アイマーのナナを心配する気持ちが伝わり、ナナは少し落ち着いて返事をする。

そして、気配を消した。

急に目の前の少女が認識できなくなり、男たちは動揺をあらわにした。
おろおろと周囲を見渡す男たちだったが、すぐに1人、また1人と、どこからともなく放たれる魔法によって倒れていった。
脱落者が増えていくにつれて、彼らの顔に焦りが生まれる。

そして動けるものが半分を切ったとき、リーダーだと思われる男が声を張り上げた。

「チッ! おいお前ら、撤退だ‼」

そう言って男たちは、倒れた仲間を放置して、アバトとは別の方向に駆けていった。
彼らの姿が見えなくなったところでナナはため息をつきながら【気配操作】を解いた。

「はぁ……はぁ……、なんだったんだろ、あの人達」

『ニアン達が話していた人攫いではないか?
……今日はもう帰った方がよかろう。もうすぐ日も暮れ始めるしな』

想定外の襲撃に、アイマーがナナを心配して帰還を促す。
もう薬草は充分集まったし、精神的にも疲れたし、ナナはその提案に答え、アバトに向かって歩き始める。

『うん、そうだ――』

その時、ナナの耳に誰かの悲鳴のような叫び声が届く。

(女の子……?)

よく耳をすますと戦闘音のような音も聞こえてきた。
森の方向からだ。

ナナは立ち止まる。

『……助けに行くのか? 今のお主の状態では危険だぞ。
我のガードも完璧ではないからな』

『う…ん。
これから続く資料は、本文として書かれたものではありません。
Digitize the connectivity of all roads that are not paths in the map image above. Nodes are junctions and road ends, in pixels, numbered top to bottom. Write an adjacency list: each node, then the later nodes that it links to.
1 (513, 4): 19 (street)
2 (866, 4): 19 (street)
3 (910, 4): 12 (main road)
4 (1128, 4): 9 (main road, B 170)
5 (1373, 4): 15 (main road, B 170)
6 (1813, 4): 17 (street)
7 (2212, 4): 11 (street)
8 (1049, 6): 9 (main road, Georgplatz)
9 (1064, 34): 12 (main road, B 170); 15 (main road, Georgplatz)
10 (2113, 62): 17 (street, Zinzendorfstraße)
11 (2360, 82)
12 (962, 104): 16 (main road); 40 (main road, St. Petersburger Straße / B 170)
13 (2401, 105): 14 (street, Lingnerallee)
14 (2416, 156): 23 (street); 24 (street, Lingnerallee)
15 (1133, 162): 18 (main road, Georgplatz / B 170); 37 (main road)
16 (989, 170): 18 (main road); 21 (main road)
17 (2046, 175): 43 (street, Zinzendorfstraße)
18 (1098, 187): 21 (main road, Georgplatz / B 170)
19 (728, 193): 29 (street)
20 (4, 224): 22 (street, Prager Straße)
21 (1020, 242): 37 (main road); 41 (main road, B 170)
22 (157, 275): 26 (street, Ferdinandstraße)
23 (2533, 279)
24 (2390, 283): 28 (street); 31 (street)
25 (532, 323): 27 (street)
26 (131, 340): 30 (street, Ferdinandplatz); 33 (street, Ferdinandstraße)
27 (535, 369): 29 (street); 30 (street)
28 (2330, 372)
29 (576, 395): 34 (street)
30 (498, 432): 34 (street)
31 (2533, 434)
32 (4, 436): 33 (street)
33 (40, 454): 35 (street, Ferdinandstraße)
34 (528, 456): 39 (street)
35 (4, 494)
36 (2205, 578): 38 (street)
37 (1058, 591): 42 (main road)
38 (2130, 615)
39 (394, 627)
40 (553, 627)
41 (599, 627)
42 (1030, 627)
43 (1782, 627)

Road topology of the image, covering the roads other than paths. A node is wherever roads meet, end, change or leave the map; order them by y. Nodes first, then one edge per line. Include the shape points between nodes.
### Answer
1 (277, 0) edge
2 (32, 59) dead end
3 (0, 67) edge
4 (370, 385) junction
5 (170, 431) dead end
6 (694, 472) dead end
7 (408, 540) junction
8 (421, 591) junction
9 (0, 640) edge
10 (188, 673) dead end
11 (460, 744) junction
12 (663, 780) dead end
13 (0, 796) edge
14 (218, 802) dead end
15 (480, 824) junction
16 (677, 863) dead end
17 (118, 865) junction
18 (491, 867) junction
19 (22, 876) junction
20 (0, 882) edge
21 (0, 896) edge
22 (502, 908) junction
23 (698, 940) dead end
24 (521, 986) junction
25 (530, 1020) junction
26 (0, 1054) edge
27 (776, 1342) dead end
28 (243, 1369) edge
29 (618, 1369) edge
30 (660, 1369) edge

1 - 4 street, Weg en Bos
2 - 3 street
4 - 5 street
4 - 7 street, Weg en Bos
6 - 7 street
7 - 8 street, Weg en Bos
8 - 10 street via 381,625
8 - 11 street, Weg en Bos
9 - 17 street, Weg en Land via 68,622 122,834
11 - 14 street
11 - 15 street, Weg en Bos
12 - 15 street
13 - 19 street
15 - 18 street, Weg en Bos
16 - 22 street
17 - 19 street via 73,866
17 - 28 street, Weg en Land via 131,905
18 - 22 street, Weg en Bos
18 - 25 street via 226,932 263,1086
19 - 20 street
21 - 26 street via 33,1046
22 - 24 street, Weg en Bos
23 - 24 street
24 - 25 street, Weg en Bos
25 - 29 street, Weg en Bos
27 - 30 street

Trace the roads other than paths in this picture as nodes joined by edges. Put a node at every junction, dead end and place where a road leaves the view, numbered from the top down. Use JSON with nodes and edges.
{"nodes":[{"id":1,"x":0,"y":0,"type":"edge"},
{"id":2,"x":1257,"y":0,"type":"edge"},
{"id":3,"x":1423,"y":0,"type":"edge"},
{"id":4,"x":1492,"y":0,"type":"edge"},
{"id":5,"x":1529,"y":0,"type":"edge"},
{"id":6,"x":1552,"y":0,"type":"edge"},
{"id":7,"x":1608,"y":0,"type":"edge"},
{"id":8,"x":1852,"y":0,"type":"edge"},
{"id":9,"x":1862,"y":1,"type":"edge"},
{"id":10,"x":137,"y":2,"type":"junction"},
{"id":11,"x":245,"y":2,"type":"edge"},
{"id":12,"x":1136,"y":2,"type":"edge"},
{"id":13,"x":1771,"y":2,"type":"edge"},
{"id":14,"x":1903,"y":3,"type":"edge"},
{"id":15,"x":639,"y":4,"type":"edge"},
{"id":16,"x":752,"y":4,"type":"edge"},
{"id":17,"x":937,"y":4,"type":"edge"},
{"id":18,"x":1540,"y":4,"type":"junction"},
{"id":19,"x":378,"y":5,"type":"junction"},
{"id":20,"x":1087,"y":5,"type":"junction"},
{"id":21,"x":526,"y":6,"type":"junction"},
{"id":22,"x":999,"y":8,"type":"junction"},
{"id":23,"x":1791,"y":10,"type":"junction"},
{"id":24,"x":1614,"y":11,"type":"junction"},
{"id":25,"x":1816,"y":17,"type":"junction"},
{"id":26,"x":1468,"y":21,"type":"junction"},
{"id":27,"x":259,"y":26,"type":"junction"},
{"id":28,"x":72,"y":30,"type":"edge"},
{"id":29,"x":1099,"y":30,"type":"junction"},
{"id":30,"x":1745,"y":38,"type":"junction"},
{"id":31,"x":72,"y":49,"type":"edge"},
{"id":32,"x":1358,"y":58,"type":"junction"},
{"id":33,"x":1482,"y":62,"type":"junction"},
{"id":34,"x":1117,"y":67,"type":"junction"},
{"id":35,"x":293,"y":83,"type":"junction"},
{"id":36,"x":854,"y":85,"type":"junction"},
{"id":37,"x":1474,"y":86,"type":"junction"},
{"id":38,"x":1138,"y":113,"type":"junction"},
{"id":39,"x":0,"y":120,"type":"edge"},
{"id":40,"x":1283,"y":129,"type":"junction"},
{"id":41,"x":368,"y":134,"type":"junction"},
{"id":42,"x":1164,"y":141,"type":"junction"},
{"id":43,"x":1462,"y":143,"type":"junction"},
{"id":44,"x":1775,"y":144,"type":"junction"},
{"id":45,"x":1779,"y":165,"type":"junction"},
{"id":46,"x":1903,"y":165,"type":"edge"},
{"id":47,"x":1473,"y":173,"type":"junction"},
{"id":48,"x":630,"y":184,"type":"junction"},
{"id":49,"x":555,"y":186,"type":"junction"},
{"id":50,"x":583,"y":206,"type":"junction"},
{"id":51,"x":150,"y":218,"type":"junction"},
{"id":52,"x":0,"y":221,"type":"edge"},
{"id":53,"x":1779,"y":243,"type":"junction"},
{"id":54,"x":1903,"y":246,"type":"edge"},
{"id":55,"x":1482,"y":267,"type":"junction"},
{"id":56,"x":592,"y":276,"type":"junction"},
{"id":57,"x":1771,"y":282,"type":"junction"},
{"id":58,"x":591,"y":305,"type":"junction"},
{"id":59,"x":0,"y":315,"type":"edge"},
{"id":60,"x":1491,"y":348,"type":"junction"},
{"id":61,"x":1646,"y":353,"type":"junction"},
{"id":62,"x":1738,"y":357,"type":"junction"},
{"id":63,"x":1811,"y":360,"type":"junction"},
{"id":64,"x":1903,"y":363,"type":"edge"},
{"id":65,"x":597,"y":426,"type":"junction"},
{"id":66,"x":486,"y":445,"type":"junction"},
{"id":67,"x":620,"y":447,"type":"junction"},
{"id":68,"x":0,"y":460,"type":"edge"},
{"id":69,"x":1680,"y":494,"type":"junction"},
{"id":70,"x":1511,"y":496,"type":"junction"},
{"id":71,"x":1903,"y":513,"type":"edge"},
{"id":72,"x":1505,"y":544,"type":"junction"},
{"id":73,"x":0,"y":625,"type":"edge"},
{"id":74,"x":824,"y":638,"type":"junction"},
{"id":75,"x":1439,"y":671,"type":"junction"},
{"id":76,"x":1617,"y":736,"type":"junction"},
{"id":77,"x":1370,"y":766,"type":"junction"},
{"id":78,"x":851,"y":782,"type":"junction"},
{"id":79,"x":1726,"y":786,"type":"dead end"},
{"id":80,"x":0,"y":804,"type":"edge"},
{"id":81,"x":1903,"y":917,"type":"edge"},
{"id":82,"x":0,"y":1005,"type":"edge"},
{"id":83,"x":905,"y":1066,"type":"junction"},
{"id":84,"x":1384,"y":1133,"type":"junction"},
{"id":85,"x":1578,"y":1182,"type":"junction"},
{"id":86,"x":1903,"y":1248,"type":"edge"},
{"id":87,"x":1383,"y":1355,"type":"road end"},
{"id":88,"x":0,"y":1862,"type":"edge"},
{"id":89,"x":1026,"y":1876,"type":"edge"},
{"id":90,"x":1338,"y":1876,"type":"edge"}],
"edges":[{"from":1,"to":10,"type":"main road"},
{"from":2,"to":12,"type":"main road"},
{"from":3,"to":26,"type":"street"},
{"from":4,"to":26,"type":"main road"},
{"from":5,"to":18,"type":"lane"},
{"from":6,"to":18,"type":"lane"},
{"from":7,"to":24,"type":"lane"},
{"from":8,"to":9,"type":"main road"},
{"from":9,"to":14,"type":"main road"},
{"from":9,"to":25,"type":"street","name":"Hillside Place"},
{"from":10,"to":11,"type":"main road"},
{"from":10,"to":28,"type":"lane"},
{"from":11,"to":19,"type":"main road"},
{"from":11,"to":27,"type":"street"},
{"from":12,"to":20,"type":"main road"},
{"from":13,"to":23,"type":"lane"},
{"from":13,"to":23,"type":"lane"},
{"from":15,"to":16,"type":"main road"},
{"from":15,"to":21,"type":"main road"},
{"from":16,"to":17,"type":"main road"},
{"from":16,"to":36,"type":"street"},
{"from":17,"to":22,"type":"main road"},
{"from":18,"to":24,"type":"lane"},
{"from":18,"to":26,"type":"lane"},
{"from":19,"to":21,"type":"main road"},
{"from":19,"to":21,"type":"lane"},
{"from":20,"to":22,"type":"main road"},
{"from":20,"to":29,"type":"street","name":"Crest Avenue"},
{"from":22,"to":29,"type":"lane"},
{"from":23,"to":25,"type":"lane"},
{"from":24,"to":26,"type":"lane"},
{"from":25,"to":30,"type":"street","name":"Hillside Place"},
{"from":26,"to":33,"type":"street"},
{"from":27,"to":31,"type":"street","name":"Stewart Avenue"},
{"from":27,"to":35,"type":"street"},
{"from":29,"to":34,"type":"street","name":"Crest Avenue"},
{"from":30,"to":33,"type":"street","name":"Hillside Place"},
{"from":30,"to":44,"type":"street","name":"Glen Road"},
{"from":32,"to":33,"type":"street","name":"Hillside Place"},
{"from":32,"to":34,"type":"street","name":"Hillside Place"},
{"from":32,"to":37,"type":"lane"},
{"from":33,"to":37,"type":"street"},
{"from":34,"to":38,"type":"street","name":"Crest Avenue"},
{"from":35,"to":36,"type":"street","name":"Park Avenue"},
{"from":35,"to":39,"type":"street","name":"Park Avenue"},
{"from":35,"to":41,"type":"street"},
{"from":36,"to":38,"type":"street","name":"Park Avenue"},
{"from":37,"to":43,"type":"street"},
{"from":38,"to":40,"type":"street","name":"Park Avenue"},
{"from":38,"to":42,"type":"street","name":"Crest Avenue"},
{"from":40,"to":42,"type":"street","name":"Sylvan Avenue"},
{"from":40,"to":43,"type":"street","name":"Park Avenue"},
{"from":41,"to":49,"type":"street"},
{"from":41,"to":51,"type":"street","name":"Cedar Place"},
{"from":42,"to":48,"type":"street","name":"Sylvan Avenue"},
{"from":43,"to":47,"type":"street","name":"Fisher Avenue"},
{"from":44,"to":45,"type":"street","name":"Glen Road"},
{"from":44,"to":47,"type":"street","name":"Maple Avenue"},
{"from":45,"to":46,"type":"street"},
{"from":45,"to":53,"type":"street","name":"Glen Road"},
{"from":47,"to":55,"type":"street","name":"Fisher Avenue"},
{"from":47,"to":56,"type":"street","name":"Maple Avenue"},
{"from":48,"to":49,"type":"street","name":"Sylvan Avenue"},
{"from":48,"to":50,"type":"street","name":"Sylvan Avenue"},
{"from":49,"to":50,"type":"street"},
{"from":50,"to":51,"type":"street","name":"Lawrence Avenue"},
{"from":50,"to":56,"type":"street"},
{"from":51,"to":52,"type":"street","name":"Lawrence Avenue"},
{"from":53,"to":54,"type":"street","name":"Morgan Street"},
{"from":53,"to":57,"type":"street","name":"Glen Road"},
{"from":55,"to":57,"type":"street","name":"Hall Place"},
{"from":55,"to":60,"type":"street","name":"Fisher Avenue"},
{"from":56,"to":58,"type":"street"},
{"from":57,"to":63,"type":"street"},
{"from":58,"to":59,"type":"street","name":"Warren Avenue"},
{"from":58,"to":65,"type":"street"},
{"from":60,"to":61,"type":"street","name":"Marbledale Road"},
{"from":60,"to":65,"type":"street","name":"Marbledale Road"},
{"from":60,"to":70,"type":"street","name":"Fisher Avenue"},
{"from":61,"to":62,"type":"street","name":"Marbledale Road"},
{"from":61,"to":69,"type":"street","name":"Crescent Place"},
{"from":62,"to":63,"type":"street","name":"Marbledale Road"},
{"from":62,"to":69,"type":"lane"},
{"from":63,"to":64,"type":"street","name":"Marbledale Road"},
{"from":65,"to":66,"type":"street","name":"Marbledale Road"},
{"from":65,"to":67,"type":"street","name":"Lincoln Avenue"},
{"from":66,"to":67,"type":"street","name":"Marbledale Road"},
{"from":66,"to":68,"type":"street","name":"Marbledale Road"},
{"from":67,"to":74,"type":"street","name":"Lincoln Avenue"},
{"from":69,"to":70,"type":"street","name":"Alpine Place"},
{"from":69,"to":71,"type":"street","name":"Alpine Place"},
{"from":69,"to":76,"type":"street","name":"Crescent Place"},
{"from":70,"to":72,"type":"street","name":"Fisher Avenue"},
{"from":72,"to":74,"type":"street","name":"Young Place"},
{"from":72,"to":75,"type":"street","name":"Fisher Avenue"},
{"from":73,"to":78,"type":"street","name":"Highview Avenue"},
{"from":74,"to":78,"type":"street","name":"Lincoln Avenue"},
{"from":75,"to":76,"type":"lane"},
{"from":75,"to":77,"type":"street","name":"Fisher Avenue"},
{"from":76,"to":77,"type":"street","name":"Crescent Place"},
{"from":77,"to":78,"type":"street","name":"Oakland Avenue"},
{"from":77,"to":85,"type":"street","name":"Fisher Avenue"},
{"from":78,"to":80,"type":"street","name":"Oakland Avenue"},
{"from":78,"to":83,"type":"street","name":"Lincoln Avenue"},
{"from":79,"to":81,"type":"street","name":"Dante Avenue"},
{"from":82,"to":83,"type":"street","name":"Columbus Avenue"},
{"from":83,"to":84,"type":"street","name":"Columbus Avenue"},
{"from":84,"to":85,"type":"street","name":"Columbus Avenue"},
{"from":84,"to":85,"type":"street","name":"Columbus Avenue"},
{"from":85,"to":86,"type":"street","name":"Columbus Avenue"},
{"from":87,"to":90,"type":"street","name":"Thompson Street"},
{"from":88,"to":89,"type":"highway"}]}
そうだよね。自分の命が一番だもんね』

そう言って再度、ナナは街に向かって歩き出す。

そして、しばらく歩いてから、ナナは突然踵を返して森の方角に走り出した。

『おいッ! ナナ』

『危険なのはわかってるよ。でもッ! 私はこのまま帰ったら絶対に後悔する!
何をするにもきっと、一生後悔し続ける。
そんなのは嫌なのッ!』

ナナの言葉には、本気の覚悟が込められていた。
【伝心】越しにそれがアイマーに伝わる。

『まったく、お主は仕方のない奴だな。
危なくなったら何が何でも逃げるのだぞ』

苦笑して返したアイマーの言葉は、とても暖かいものだった。

『うん! ごめんね、ありがとっ‼』

ナナは全速力で、声が聞こえる方向を目指し、森の中に消えていったのだった。